─── Input for this task ───

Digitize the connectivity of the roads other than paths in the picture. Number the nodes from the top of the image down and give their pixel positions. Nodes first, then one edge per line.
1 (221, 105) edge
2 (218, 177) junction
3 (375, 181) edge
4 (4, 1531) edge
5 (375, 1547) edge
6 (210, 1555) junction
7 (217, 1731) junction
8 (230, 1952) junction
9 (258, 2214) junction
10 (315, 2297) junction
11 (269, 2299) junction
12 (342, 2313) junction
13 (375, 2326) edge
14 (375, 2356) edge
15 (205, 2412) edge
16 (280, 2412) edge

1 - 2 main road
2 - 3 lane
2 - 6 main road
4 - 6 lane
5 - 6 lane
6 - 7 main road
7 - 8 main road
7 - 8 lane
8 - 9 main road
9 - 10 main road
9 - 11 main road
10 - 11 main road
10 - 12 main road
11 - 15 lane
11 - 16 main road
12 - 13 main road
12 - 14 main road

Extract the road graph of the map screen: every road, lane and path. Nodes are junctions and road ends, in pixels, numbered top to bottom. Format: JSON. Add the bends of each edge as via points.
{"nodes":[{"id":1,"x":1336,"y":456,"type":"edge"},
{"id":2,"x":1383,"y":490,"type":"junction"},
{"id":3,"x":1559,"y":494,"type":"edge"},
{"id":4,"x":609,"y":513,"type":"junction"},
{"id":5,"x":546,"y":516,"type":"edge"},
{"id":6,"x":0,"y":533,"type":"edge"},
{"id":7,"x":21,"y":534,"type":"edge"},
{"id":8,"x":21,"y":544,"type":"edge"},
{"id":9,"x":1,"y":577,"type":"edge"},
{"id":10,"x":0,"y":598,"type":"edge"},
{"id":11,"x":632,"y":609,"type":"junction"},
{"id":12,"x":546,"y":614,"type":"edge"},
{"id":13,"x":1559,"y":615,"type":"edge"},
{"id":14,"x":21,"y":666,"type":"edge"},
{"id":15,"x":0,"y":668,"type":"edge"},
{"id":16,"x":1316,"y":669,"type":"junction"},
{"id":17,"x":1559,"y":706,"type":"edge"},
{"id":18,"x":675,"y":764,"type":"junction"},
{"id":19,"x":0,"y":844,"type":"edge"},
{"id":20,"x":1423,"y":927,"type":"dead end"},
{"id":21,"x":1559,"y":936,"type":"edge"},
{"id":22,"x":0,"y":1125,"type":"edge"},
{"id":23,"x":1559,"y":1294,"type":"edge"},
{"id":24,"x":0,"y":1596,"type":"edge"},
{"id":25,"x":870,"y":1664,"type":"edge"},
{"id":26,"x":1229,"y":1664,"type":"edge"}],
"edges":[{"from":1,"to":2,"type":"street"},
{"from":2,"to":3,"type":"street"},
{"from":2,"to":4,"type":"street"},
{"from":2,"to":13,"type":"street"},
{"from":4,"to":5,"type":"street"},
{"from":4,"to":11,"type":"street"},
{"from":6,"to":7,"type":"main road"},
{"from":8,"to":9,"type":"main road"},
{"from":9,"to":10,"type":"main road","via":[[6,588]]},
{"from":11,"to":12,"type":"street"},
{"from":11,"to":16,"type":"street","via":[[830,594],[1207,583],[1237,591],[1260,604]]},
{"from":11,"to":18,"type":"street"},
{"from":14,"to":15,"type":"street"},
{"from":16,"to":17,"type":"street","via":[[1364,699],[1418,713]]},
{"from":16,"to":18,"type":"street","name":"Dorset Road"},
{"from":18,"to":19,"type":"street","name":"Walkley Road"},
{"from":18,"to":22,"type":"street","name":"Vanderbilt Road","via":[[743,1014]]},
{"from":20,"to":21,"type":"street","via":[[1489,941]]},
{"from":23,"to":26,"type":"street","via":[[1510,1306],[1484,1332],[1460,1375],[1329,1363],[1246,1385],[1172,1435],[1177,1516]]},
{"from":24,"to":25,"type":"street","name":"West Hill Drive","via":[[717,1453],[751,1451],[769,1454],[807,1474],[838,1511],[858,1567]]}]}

───

* [What is required]: Show all lines above holding the word "lane".

* [Reply to the task]:
2 - 3 lane
4 - 6 lane
5 - 6 lane
7 - 8 lane
11 - 15 lane
Extract the road graph of the map screen: every road, lane and path. Nodes are junctions and road ends, in pixels, numbered top to bottom. Format: JSON. Add the bends of each edge as via points.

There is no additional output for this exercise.